Fall is my favorite season of year, closely followed by Christmas (and yes, I count that as a season, not a holiday!). I have a side to me known as “The Elf,” and the Elf enjoys a spirit of generosity, cheer, and spontaneous good deeds. The Elf goes into high gear around October 1 through December 31. Many crafts are undertaken, many ambitious baked goods and complicated soups are crafted in my kitchen, and I start another scarf I won’t finish.

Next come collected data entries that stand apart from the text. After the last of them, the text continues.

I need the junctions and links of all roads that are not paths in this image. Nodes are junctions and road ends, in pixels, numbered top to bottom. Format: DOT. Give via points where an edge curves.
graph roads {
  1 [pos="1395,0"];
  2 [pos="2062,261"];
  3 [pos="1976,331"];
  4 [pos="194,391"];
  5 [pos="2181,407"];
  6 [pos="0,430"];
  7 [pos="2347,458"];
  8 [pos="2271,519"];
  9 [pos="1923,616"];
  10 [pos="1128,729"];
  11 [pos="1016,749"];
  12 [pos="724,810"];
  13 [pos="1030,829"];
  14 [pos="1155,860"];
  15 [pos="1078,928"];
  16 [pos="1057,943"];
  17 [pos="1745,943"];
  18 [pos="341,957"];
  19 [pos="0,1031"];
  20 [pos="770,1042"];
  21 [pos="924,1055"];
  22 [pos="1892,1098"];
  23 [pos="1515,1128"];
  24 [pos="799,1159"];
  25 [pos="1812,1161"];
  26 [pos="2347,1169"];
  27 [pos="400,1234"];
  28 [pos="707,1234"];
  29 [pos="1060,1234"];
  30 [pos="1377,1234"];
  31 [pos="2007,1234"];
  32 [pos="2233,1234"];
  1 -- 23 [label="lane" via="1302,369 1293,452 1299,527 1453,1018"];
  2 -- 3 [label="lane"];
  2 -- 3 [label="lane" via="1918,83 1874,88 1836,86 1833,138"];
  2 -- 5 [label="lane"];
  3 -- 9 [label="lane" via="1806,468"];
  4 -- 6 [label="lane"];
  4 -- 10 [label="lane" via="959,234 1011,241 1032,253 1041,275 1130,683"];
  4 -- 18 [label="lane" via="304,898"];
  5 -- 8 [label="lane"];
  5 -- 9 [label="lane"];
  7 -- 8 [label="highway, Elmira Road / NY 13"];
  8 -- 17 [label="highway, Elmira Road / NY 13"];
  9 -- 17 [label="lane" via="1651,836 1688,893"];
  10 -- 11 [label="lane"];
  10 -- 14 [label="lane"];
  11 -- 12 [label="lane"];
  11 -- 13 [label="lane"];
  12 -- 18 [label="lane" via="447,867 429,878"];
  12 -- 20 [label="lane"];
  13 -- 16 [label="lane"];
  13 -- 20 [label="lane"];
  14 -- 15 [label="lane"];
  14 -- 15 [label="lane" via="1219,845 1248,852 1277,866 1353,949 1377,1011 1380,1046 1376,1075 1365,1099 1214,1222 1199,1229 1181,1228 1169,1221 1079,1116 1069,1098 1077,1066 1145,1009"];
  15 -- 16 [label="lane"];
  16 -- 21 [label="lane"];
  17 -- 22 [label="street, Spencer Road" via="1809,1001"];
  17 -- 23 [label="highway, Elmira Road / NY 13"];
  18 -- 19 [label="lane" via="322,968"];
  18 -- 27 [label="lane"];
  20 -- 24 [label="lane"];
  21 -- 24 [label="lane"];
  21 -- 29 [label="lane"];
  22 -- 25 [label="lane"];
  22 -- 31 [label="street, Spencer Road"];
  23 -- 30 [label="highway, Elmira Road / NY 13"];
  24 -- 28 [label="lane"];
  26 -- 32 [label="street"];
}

And of course, the fall and winter are perfect excuses to stay inside—all readers know this. I enjoyed how Freedom transported me from humid mid-September to the breezy, crisp mid-October, the chill of the AC morphed into the chilly air from my window. And so, I have been feeling a return to long novels. A few years ago, I read The Goldfinch, Outlander, and Flowers from the Storm all in a span of a few months. I was hooked on the bigger-is-better theory and read—or, let’s be honest, only acquired—many huge tomes, but the mad scramble to reach my Reading Challenge threw me off course.
Well, thanks, Jonathan Franzen, because I think I’m back in the big book groove! Recommended for savoring over a few weeks or months, huge novels (I’m thinking over 400 pages) are the equivalent of knitting a scarf over a few months (only, in my case, actually finishing them!). Let’s face it, for those of us who live in colder climates, some big outdoors project is likely not going to happen. So, in their place, I recommend Big Books.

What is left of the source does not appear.